In this study, within the framework of recent advances in fractional-order differential and integral operators, a fractional differential equation defined by means of a generalized Caputo-type fractional derivative is investigated. The proposed approach extends the classical Caputo fractional derivative by introducing a generalized kernel structure, thereby allowing a more flexible and comprehensive description of memory and hereditary effects. From this perspective, this study contributes to the theoretical development of fractional-order operators and their analytical properties.

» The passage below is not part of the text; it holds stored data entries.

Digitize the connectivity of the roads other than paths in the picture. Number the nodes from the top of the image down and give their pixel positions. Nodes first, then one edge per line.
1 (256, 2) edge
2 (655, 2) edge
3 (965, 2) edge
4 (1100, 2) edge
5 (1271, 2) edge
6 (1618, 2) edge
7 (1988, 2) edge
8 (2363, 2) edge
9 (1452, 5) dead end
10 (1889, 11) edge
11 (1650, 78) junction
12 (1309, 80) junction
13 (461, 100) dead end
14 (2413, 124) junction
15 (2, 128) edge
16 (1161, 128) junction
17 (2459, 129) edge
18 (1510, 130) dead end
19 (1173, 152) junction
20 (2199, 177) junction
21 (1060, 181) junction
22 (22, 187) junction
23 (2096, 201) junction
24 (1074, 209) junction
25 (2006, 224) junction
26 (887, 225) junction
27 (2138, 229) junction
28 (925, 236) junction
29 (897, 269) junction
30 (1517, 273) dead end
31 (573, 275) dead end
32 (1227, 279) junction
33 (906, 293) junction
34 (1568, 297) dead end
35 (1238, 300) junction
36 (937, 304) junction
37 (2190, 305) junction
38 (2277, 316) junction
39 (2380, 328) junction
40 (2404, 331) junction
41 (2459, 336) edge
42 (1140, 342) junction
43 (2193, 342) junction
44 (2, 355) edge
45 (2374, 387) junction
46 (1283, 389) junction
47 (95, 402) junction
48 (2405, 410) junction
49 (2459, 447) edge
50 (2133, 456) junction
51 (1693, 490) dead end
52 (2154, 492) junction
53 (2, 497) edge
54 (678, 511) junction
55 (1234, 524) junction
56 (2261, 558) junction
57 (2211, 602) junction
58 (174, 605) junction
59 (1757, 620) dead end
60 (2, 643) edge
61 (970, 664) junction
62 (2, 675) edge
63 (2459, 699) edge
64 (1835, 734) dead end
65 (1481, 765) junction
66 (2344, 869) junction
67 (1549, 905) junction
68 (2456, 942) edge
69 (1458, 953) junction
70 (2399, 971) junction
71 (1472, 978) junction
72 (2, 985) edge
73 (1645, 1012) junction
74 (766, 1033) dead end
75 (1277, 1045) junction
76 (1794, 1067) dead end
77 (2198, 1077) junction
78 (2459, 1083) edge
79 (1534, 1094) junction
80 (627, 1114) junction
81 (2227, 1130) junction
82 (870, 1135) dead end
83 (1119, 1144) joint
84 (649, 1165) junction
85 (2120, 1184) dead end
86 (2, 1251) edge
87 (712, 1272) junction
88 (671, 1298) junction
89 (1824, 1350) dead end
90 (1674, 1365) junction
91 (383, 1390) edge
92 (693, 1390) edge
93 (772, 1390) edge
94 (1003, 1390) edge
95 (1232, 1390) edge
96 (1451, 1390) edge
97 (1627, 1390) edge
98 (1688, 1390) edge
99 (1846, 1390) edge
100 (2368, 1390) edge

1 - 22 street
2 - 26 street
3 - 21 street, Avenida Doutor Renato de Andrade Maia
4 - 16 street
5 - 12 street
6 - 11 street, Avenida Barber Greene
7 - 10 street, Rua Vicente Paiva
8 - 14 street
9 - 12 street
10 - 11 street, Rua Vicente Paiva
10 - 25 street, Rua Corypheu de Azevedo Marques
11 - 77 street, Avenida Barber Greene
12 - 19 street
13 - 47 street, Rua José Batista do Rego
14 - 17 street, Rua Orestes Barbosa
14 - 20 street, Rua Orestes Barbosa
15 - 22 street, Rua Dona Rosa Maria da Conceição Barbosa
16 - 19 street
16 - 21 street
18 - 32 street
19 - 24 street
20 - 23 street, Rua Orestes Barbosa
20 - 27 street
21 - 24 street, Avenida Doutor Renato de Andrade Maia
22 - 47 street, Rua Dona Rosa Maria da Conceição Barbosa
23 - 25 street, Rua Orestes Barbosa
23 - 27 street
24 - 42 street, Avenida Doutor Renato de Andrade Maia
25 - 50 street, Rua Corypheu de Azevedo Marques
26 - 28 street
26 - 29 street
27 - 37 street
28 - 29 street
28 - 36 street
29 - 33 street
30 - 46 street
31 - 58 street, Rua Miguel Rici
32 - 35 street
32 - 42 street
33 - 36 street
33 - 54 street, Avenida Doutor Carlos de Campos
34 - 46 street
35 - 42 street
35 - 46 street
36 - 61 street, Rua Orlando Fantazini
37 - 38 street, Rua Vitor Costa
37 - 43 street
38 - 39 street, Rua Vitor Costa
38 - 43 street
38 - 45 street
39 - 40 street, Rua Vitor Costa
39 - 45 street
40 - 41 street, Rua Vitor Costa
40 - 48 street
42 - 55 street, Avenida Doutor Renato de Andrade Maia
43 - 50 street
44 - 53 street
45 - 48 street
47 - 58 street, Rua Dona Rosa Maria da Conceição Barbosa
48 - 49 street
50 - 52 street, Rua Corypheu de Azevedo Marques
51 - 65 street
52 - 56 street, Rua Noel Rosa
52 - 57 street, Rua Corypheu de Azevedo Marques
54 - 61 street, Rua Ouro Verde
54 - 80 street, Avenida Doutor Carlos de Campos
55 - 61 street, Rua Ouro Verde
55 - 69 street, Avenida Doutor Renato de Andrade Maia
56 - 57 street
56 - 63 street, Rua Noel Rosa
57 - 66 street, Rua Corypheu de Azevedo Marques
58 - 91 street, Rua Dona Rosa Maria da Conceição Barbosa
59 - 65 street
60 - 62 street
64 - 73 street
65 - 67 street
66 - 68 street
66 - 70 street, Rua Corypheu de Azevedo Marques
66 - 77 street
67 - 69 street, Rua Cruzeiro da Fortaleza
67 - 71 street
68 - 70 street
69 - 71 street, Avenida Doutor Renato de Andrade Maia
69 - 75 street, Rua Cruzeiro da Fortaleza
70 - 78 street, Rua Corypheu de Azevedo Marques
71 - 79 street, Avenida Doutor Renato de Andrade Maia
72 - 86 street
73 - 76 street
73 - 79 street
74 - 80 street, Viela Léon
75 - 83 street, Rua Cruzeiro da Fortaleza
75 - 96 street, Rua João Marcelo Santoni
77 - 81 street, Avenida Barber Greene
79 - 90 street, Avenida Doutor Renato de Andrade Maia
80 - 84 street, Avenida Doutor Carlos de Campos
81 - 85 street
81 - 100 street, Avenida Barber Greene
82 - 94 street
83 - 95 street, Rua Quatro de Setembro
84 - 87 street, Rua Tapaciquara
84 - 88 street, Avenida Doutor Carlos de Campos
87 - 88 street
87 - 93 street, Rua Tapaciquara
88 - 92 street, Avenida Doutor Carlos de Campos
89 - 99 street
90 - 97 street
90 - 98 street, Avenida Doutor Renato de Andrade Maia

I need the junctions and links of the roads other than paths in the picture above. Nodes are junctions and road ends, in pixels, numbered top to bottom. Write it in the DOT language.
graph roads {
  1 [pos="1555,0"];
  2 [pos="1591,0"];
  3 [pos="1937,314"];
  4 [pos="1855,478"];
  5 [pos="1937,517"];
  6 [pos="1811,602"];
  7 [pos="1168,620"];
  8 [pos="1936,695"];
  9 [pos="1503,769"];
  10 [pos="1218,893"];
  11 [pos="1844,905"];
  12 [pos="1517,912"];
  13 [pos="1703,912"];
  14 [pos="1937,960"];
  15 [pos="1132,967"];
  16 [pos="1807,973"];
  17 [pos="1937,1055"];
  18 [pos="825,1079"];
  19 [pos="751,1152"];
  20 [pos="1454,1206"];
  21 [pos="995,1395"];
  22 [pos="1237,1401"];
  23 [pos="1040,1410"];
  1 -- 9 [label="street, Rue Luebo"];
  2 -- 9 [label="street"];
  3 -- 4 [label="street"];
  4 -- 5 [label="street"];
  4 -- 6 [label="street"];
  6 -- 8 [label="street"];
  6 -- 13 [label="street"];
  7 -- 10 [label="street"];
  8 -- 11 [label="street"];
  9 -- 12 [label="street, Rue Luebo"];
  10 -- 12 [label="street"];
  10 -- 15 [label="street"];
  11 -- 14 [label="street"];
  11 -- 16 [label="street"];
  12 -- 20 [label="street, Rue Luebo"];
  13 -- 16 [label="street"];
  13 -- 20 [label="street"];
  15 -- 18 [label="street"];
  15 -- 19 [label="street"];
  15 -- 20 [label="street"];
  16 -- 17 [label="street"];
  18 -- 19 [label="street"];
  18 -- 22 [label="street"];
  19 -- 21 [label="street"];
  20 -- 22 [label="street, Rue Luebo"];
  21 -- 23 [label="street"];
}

The considered fractional differential equation involves the Mittag–Leffler function, which plays a fundamental role in the analysis of fractional-order dynamical systems. This special function naturally arises in the solution structure of fractional differential equations and is essential for characterizing the qualitative and quantitative behavior of fractional-order models. To derive an explicit analytical solution, the Laplace transform method is employed as a powerful and systematic tool for handling generalized Caputo-type operators. By applying the Laplace transform, the fractional differential equation is transformed into an algebraic equation in the Laplace domain, significantly simplifying the analytical treatment of the problem.

Subsequently, the inverse Laplace transform is applied to obtain the exact solution in closed form, expressed in terms of the Mittag–Leffler function. This result clearly demonstrates the intrinsic connection between generalized fractional derivatives and special functions commonly used in fractional calculus. Moreover, it is shown that, under suitable parameter selections, the proposed model reduces to the classical Caputo fractional differential equation, and several well-known results available in the literature are recovered as special cases.

The methodology and results presented in this work provide a unified and effective framework for the analysis of a broader class of fractional differential equations involving generalized kernels. The proposed model and solution technique offer valuable insights into the behavior of fractional-order systems and have potential applications in mathematical physics and various applied sciences where complex memory-dependent processes are encountered.